You’re a charity with a good understanding of your service users. You know how they tend to behave and what they need. On top of this you have a great idea for a new website that will help them even more. So you ask your users what they want, find a local web developer, get everyone together and tell the developer what you want the website to do. The developer goes away, designs a site based on what you’ve told them and delivers it to you a month later.
The website does exactly what you think you wanted it to do. Ace.
But three months later its not getting any traffic and your users are telling you that it’s a good idea but its got the wrong features and doesn’t help them.
If you’re a designer you’ll probably look at this process and ask “where was the design work?”
Well, there wasn’t any.
Understanding Your Users Does Not Always Equal Better Design
Understanding your users is one thing. But this understanding needs translating, exploring and challenging in the context of the new website, app or service you’re planning. This is a prerequisite for effective design.
If you don’t do this then your new site or service will probably fail to meet people’s needs. It’ll either completely flop or crawl along relying on the passion and commitment of your apologetic staff to make up for it.
Personas stop this happening. They help your designers understand your users, the context of their wants and problems and what they might need to solve them. They also help you challenge your own assumptions (internal bias) and understand how users might interact or experience the new site or service. Doing this can save a lot of heartache later on.
Personas Are Unknown In The Third Sector
Personas are rather underused within the third sector but very common in the field of product and service design. However, interaction between the two sectors is increasing, especially through app development. Whether its while creating apps or designing new services, charities and social enterprises are understanding the value of personas and how easy they are to use and create.
But What Are They?
Personas are “not real people or average users but user models described in detail to have the key attributes, needs, values, lifestyle, culture and personal background of the group they represent” (Giulia Piu).
Personas fit into a particular target demographic or service user group but are not stereotypes. Rather they are user archetypes; descriptions of real people with backgrounds, goals, and values.
They are also quick and inexpensive to create.
Why Do They Work?
Personas work because they facilitate much deeper discussion between users, professionals and designers than can be achieved just by talking about the research, proposing solutions or running focus groups. They create a shared and consistent understanding of user needs and behaviours that can be used throughout the design process.
They put everyone in a user’s shoes and enable you to collectively challenge assumptions about what users need and how they might engage with and experience your site or service. In this way your proposed solutions can be guided by how well they meet the needs of individual personas and features can be prioritised based on how well they address the needs of one or more personas.

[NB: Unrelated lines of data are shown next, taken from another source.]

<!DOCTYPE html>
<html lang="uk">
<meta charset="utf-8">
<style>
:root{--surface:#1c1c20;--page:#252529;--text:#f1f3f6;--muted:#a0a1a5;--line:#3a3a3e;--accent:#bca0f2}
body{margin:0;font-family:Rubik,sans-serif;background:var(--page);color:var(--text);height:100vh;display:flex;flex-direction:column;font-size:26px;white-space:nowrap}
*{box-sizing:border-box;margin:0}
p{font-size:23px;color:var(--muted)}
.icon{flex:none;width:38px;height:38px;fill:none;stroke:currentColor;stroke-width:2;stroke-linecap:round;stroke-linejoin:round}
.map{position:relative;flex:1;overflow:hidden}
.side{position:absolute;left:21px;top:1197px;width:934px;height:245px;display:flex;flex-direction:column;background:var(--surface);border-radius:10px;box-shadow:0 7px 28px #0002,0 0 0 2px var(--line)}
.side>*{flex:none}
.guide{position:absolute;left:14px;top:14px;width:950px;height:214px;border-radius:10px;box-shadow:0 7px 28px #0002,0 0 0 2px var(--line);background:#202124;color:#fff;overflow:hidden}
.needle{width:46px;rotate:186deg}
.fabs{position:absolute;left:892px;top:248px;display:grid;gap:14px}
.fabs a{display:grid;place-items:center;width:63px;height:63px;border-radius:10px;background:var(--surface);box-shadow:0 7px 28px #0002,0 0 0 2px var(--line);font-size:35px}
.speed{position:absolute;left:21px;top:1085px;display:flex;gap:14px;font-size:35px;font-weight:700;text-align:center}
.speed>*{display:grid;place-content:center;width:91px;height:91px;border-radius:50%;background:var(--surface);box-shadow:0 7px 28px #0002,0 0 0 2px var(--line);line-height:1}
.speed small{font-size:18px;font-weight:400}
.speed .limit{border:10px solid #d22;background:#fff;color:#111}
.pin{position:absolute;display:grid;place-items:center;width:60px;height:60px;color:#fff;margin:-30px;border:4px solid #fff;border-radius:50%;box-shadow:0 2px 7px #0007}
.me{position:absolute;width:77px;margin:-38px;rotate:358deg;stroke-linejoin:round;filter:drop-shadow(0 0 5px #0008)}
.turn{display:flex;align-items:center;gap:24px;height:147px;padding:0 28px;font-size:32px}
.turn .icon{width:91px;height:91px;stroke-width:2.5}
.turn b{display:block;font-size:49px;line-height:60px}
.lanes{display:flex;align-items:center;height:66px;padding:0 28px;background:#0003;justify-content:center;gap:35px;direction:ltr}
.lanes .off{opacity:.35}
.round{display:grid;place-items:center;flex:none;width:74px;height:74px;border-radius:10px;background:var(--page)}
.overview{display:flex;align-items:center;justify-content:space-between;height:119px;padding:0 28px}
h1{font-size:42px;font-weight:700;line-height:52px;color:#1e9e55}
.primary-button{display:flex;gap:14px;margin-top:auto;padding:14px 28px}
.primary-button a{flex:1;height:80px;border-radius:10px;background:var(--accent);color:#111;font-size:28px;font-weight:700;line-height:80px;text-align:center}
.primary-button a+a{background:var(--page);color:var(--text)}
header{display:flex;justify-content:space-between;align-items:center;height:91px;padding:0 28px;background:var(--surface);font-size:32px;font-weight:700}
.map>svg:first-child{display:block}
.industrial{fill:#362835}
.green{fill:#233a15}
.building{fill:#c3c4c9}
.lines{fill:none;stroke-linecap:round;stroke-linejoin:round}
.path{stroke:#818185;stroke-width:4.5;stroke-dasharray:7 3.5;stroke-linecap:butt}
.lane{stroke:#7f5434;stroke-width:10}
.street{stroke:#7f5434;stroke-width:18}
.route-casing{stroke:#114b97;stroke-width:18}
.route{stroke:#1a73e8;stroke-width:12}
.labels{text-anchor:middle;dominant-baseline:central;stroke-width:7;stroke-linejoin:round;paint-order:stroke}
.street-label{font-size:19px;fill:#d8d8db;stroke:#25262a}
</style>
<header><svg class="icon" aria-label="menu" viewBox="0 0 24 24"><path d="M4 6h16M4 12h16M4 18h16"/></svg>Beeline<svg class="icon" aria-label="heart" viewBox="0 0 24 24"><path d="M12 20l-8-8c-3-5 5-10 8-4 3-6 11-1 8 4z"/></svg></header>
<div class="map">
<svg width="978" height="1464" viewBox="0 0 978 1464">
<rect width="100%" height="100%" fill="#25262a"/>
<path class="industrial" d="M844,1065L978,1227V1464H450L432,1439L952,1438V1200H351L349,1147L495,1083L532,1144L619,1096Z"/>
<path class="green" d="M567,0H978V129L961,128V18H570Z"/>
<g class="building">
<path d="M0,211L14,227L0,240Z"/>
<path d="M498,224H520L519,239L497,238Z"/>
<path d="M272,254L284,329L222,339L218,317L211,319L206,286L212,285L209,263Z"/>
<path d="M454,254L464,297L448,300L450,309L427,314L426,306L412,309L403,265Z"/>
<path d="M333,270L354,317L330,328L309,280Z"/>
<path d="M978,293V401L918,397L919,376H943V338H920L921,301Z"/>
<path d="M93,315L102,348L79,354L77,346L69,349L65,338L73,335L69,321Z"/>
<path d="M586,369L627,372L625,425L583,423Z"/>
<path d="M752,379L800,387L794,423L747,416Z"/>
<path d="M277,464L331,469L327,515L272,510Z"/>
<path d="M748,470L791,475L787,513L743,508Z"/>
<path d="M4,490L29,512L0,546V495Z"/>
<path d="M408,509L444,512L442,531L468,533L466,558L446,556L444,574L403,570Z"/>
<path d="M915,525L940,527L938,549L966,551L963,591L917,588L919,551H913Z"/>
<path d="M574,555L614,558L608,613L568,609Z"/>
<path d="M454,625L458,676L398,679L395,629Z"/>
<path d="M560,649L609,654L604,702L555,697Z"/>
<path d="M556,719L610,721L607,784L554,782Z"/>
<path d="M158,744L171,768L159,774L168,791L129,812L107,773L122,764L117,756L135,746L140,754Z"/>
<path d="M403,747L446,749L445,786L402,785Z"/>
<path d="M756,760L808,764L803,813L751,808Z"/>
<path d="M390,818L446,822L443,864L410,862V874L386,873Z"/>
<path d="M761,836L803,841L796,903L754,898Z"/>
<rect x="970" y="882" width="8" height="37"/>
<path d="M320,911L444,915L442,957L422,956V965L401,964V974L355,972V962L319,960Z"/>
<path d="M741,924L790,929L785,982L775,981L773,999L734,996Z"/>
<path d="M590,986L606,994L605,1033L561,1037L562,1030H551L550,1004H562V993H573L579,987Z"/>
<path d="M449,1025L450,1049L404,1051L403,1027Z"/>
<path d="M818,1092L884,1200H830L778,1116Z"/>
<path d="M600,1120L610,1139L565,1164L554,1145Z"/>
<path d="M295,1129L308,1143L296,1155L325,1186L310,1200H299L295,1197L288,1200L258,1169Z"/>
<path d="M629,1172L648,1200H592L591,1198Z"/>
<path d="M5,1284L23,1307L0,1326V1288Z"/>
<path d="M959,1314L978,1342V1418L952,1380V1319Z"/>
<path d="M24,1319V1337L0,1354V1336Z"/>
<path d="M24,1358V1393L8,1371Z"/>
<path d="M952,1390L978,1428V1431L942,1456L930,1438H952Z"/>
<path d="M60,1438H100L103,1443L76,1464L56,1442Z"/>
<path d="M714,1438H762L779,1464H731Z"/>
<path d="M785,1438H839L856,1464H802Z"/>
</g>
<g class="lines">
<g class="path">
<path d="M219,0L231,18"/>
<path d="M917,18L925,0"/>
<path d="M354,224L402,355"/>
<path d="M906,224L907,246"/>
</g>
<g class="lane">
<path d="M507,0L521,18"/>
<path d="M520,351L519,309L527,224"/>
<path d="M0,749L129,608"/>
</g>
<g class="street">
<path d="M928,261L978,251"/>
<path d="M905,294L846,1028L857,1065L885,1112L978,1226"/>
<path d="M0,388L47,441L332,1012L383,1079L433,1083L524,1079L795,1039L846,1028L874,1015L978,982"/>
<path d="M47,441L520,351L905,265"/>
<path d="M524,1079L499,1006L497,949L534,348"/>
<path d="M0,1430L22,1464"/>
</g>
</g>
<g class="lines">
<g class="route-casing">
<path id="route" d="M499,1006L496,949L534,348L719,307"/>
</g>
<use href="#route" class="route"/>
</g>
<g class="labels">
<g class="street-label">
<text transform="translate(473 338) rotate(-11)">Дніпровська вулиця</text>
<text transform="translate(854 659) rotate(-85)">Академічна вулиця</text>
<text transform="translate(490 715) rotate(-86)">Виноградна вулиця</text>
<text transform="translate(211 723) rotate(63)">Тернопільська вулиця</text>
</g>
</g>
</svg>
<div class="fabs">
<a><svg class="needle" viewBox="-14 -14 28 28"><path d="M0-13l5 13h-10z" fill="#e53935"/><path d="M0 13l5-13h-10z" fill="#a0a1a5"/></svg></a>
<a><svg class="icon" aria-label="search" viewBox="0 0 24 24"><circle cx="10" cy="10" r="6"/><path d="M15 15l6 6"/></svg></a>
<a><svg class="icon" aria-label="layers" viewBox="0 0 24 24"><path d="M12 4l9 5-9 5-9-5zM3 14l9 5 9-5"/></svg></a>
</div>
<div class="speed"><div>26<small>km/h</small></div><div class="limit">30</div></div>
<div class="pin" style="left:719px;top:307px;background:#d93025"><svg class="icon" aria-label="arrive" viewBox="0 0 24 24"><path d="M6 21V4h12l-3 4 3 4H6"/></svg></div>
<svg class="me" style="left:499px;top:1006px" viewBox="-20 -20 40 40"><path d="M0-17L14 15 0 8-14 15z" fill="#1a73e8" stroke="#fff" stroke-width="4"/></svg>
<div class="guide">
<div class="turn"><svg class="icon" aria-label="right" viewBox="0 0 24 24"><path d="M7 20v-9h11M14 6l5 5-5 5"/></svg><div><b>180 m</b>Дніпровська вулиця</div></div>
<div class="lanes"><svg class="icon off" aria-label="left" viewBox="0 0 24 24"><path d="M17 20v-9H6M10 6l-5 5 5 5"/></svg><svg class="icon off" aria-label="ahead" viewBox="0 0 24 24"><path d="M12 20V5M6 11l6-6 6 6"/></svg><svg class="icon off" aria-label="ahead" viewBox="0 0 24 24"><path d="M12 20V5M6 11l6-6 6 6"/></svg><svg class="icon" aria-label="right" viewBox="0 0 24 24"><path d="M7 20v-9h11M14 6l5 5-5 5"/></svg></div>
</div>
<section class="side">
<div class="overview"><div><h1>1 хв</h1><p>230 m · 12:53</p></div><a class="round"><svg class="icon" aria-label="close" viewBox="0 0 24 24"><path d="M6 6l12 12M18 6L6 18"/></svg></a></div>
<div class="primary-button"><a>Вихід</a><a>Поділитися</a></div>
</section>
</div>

In short, personas help you uncover the universal features and service functions needed by your users.
How To Make A Good Persona
There’s two main ways to make a persona.
1. Create them out of interview or ethnographic research data. For this it’s crucial that you have got out of the building, talked to your users and understood their needs, stories and characteristics.
2. Create user generated personas through design workshops with users, services and designers. Here the persona provides a medium for users to share their personal experience and implant it in the persona.
However you do it each persona needs to be specific and distinct. As long as you have an understanding of your target demographic and avoid using this knowledge to create average or universally representative personas you should be able to successfully create 3-4 personas.
Start by taking a piece of paper and sketch or stick a photo of your persona in the middle. Give them a name and some personal details.
Then describe them in terms of:
- Demographics ie age, gender, qualifications
- Goals and needs
- Personality, Attitudes and Behavioural Characteristics
- Culture and Background
- Relationship with Technology and/or People & Services
- Fears and Dreams
- Barriers and/or challenges
There is no definitive list of what should be included so aim to describe any of the above that seem relevant.
Go For Momentum
While you’re describing your persona aim for momentum of activity. If you find you’re pondering or analysing your persona for too long then you’re probably over complicating the process. While it’s important to draw upon research or user experience its also important to open up, identify and get under the skin of your persona. Momentum will help you do this and make it easier to believe in your persona as real rather than fictional.
Once you’ve created your persona you may wish to redraft it into a neater version. You can then use it as the basis for creating user stories, idea story boarding or diving deeper into users’ experience through a user journey.
By the time you’ve done this you will have more empathy for your site or service’s users. You’ll understand their wants and behaviours better, be more able to create something that meets their needs.